Human rights issues are raised directly by all Ministers in all interactions with counterparts. I myself have raised them nine times in the past four months. We also support civil society organisations on the ground and support human rights norms through multilateral and international organisations.
In Egypt, the treatment of the LGBT community continues to deteriorate, but I understand that lawmakers in the Egyptian Parliament are now considering a Bill to punish same-sex relationships with a maximum 10-year prison sentence. What representations have the Minister or the Foreign Secretary made to President Sisi about these alarming developments?
These are very alarming developments, and the transition from what was believed to be an Islamist Government to a nationalist Government appears to have coincided with a crackdown on such issues. The Foreign Secretary has raised the matter directly with President Sisi and we will continue to champion these issues and raise them in every interaction with the Egyptian Government.
We saw again this weekend the perils of the sea crossing from Libya to Europe. Migrants in Libya are also in danger. Amnesty says that 20,000 people are being held in detention centres, subject to torture, forced labour, extortion and unlawful killings. What are the Government doing to put pressure on the European and Libyan authorities to allow NGO rescue ships access to Libyan waters and ensure that people are not trapped in that country and refugees are able to exercise their right to asylum?
From experience, I know that the Foreign Secretary welcomes Opposition holding the powerful to account, even if his minders have not always done so, but on two recent delegations I heard of dissenters facing difficulties. We hear of child detainees in Israel, and in Bangladesh opponents sometimes being “disappeared.” Is it not time to place a greater emphasis on human rights in our dealings with these two key allies—or do arms sales receipts outweigh our ability to be a critical friend?
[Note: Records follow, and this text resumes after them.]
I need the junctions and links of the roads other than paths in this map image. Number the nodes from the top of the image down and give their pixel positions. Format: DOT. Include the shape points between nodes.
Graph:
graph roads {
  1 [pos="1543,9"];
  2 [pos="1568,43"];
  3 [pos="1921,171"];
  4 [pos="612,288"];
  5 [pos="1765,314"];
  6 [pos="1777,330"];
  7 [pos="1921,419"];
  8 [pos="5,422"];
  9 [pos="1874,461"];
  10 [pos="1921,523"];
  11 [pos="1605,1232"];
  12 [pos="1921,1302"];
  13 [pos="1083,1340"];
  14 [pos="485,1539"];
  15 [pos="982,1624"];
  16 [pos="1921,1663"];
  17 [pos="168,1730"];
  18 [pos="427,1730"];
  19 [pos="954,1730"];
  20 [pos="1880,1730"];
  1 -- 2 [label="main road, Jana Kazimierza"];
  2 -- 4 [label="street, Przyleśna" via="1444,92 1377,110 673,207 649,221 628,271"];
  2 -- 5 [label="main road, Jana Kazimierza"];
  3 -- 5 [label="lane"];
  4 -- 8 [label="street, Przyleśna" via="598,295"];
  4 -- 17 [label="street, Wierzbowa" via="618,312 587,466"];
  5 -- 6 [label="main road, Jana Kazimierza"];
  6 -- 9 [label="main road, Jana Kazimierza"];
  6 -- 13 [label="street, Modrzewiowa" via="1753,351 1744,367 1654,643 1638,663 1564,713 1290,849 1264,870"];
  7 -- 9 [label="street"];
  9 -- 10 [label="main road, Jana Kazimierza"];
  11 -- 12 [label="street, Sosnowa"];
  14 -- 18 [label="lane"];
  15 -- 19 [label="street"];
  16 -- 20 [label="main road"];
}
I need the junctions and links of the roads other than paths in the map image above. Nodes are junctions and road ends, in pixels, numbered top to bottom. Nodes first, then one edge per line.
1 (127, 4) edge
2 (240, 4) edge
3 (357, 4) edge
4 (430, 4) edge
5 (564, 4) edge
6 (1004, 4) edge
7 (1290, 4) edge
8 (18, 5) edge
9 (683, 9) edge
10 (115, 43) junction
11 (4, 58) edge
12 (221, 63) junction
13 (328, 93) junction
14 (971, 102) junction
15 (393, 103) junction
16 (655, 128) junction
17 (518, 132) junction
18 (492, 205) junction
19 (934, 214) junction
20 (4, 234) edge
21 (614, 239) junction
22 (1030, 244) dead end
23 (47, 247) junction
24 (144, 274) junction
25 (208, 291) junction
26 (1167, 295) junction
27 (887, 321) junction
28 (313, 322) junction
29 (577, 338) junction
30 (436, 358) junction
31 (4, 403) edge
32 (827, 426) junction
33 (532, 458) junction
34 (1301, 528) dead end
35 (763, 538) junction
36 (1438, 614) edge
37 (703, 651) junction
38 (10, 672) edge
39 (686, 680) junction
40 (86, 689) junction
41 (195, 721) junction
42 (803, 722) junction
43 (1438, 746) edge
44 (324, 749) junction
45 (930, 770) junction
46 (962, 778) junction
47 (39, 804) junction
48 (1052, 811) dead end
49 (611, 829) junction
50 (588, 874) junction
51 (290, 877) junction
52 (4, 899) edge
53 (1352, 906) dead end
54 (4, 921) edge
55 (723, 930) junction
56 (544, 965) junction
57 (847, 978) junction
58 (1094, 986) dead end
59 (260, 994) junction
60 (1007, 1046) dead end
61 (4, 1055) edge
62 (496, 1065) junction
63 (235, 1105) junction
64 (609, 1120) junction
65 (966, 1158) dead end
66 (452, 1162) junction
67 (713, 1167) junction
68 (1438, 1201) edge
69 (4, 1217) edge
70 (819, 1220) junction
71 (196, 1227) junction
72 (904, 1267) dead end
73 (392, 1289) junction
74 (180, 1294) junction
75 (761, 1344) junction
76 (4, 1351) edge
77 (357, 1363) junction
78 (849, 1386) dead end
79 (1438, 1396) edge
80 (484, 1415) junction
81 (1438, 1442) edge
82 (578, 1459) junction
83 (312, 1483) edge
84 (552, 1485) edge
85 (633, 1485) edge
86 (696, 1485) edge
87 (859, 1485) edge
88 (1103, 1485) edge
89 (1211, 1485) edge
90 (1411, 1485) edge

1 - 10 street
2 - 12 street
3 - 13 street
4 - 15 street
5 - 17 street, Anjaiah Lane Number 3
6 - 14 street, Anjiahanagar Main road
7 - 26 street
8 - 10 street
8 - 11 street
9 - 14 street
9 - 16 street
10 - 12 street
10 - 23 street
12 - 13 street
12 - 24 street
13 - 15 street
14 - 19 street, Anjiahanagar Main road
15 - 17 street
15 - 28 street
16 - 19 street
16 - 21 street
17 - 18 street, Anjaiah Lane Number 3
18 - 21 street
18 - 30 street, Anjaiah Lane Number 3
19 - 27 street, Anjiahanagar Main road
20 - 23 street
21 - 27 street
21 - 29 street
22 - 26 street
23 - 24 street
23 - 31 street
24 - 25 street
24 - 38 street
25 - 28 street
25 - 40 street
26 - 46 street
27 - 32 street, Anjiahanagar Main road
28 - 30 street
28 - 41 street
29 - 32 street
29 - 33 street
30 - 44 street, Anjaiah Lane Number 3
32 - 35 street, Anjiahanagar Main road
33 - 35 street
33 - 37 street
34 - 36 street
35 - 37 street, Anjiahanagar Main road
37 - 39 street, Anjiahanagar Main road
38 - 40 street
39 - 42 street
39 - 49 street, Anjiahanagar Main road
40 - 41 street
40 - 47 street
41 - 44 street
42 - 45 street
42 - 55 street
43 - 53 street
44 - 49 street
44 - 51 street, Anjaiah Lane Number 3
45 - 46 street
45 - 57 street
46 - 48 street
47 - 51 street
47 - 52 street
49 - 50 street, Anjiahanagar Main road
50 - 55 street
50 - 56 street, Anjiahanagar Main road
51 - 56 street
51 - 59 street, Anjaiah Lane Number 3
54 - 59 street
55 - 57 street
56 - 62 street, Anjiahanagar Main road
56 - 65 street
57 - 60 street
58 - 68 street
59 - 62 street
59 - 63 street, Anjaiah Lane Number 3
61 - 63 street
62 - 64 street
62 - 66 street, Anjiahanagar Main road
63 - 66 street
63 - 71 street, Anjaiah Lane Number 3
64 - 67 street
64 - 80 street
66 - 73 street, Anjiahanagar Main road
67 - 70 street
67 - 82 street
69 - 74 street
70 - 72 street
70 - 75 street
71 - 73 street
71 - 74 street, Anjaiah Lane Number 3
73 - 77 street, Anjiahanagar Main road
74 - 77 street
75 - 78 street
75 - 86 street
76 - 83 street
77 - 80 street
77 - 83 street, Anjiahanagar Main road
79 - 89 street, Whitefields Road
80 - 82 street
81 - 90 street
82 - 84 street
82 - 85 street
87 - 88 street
Ministers are very aware of both the issues of child detainees in Israel and of Opposition politicians in Bangladesh. They are raised continually in our interactions with those Governments. We try to do it sensitively, both at a ministerial level and at a diplomatic level, and we believe we can make progress on both issues.
Absolutely; religious freedom is critical, and particularly critical in a world in which religious and sectarian violence appears to be increasingly dominant. We must advocate religious freedom, and we do so also through Department for International Development support to civil society organisations.
We provide aid to many countries where appalling human rights abuses take place, whether the persecution of minorities or the construction of illegal settlements. Does my hon. Friend agree that we should make aid and direct support for Governments conditional, unless they use best endeavours to tackle such abuses?
That is a very important question. Our belief is that we need to do these things simultaneously. We need to use our political relationships actively, to drive human rights improvement and change, but at the same time we have an obligation to very vulnerable, marginalised people in those countries, and we need to continue to provide development assistance to them.
Since May, at least 21 Christians have been given long prison sentences in Iran for practising their faith. Did the Foreign Secretary raise the issue of human rights with his Iranian counterpart, particularly that of freedom of religion?
Mr Speaker, happy new year. I welcome the Foreign Secretary back to his place and I hope that the Prime Minister today recognises how important it is that he continues to have the support of a talented Front-Bench team in ensuring that his work is done properly.
On boxing day, the Saudis launched two separate airstrikes in Yemen, killing a total of 68 civilians and at least eight children. The UN’s humanitarian co-ordinator said that this showed that both the Saudis and the Houthis are committing indiscriminate attacks against civilians, showing a complete disregard for human life. My question is this: do the Foreign Secretary and the Minister agree with that judgment against both sides?
As the shadow Foreign Secretary is aware, we continue to press very strongly in all our meetings with the Saudis on these issues. We have made some progress on the port of Hodeidah, although it is too early to be complacent; it remains a very difficult situation, and we need to continue pushing. And happy new year to the right hon. Lady too.
I thank the Minister for that answer, but surely airstrikes by the Saudis, who are our allies, that are this indiscriminate are just as indefensible as attacks by the Houthis. He has mentioned the Houthis. More widely, how are we going to end the conflict? We have a proposal from the former Minister for the Middle East, the right hon. Member for Bournemouth East (Mr Ellwood), currently a Defence Minister, who wrote in The Sunday Telegraph this weekend urging a more interventionist UK role. He wrote:
“We must be less risk-averse, haunted…by our experiences in Iraq and Afghanistan”.
He specifically recommends that the port of Hodeidah
“is calling out to be stabilised by a third party”.
Does the Minister agree with his colleague’s proposal, and if so, who does he propose that third party should be?
At the moment, we do not believe that the key to reopening the port of Hodeidah will be a third party. We have made a lot of progress. In particular, I pay tribute to the Secretary of State for International Development, who, in a recent visit to Djibouti, while working on the issue of Yemen, got undertakings on the port of Hodeidah. We will be watching this very closely over the next 30 days. We absolutely agree that the airstrikes must be investigated, and investigated objectively.